▶ [Task] Write out, without any change, the lines in the material below that run from the line with "ctx.font = 'italic 21px Noto Color Emoji'" through the line with "ctx.fillText('Concerts & Live', 84, 1807)", both included.

▶ [Raw data]
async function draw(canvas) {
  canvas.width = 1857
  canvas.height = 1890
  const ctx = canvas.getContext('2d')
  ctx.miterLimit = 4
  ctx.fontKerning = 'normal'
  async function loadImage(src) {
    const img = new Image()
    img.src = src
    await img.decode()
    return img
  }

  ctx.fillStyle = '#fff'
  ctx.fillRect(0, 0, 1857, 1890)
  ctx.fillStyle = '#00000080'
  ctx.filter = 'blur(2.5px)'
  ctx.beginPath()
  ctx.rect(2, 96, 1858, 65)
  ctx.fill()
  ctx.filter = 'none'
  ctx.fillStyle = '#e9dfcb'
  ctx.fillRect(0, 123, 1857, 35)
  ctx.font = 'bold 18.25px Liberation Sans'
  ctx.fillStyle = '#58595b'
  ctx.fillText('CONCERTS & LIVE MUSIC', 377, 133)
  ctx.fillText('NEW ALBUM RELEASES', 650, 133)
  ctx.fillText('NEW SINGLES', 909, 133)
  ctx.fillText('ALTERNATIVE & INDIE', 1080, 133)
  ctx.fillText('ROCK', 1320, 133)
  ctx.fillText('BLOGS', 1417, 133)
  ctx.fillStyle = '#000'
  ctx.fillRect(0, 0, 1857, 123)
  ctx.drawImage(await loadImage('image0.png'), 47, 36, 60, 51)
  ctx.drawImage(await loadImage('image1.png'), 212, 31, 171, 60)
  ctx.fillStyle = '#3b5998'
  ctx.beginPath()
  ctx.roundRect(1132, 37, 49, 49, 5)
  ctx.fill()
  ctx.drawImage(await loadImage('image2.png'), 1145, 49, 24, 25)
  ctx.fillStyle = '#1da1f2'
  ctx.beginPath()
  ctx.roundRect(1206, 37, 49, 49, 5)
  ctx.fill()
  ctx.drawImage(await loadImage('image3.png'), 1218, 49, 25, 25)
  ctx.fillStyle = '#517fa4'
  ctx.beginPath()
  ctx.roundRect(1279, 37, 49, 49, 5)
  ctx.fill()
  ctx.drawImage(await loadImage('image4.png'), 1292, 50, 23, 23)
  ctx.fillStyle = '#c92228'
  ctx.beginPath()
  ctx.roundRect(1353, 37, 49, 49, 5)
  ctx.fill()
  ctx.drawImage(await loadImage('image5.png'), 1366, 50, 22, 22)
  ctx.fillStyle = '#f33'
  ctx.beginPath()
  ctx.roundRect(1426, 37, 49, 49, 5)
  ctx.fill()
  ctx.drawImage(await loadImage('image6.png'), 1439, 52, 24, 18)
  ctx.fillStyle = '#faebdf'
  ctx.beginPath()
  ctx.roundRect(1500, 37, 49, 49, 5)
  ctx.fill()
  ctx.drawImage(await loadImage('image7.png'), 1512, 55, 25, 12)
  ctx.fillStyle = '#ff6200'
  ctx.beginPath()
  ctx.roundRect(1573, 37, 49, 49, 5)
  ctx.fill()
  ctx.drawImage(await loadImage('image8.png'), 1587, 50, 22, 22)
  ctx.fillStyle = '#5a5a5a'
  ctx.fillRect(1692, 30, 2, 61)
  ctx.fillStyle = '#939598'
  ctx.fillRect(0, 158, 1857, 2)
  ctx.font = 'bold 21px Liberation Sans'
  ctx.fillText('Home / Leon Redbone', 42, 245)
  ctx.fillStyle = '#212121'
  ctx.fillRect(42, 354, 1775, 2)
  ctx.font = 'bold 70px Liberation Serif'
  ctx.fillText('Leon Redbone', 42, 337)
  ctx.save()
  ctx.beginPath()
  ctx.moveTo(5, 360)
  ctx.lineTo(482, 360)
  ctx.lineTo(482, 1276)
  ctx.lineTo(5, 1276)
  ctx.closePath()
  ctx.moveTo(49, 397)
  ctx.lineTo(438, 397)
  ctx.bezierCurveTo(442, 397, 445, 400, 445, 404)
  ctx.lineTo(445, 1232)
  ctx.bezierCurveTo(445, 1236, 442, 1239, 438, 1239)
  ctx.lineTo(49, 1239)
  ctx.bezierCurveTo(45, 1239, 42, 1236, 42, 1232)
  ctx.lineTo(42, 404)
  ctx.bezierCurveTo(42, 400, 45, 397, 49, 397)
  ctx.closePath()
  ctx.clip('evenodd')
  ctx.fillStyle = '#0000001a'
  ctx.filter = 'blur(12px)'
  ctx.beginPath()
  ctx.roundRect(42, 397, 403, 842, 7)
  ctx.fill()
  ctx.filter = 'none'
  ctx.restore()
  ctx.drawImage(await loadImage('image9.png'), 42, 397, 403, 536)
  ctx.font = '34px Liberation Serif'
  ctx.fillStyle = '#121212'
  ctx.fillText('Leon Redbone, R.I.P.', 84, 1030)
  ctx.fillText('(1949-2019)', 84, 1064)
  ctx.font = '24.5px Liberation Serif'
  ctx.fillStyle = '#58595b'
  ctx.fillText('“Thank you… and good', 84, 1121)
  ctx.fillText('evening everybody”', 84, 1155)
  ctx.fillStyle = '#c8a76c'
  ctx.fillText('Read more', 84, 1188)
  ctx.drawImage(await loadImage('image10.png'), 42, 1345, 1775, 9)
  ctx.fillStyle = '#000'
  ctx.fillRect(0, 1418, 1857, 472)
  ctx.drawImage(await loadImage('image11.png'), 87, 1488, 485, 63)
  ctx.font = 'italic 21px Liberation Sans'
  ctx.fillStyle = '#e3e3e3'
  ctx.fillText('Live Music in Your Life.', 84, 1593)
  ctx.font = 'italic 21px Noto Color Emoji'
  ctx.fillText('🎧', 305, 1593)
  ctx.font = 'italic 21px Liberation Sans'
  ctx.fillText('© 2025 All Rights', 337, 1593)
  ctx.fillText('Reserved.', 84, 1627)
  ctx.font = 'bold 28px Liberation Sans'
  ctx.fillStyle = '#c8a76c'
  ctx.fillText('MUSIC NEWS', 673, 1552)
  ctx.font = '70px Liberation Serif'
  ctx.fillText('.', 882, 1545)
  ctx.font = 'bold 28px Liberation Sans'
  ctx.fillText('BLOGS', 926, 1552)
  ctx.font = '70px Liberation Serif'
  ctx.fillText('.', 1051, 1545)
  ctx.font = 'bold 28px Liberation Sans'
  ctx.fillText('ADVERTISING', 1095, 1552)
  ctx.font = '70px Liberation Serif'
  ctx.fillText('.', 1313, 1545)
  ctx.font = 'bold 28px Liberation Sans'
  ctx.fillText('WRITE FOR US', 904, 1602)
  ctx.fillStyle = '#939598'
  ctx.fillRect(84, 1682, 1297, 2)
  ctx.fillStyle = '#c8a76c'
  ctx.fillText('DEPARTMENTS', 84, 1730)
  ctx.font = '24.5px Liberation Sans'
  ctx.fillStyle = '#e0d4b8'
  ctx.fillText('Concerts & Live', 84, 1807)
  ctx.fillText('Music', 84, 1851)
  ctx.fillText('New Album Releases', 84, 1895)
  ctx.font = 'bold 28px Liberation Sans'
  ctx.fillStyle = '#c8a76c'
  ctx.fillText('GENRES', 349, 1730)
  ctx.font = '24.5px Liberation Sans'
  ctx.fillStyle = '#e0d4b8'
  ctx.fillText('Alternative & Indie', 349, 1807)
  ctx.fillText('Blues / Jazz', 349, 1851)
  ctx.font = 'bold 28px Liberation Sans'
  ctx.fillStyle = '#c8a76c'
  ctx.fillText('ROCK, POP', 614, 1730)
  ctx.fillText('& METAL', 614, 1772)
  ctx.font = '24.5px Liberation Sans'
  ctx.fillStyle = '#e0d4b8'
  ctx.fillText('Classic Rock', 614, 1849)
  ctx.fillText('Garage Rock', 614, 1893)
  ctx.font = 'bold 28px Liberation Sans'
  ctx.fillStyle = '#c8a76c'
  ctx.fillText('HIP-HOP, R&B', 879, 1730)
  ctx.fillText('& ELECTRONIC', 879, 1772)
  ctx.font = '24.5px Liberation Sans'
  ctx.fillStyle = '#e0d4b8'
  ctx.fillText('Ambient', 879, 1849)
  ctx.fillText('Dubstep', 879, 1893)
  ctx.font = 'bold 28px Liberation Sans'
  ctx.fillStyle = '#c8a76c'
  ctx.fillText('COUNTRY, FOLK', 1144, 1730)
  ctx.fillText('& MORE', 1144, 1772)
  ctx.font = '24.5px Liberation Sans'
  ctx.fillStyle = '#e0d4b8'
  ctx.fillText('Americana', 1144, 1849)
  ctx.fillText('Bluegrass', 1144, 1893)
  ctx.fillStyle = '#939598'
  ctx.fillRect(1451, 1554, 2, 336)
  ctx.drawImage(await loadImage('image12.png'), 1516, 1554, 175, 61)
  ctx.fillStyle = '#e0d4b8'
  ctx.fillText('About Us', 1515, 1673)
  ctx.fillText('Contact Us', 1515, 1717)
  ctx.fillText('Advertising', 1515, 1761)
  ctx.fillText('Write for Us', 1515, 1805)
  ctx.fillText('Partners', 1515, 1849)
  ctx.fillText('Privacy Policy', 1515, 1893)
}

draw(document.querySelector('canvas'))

▶ [Task output]
  ctx.font = 'italic 21px Noto Color Emoji'
  ctx.fillText('🎧', 305, 1593)
  ctx.font = 'italic 21px Liberation Sans'
  ctx.fillText('© 2025 All Rights', 337, 1593)
  ctx.fillText('Reserved.', 84, 1627)
  ctx.font = 'bold 28px Liberation Sans'
  ctx.fillStyle = '#c8a76c'
  ctx.fillText('MUSIC NEWS', 673, 1552)
  ctx.font = '70px Liberation Serif'
  ctx.fillText('.', 882, 1545)
  ctx.font = 'bold 28px Liberation Sans'
  ctx.fillText('BLOGS', 926, 1552)
  ctx.font = '70px Liberation Serif'
  ctx.fillText('.', 1051, 1545)
  ctx.font = 'bold 28px Liberation Sans'
  ctx.fillText('ADVERTISING', 1095, 1552)
  ctx.font = '70px Liberation Serif'
  ctx.fillText('.', 1313, 1545)
  ctx.font = 'bold 28px Liberation Sans'
  ctx.fillText('WRITE FOR US', 904, 1602)
  ctx.fillStyle = '#939598'
  ctx.fillRect(84, 1682, 1297, 2)
  ctx.fillStyle = '#c8a76c'
  ctx.fillText('DEPARTMENTS', 84, 1730)
  ctx.font = '24.5px Liberation Sans'
  ctx.fillStyle = '#e0d4b8'
  ctx.fillText('Concerts & Live', 84, 1807)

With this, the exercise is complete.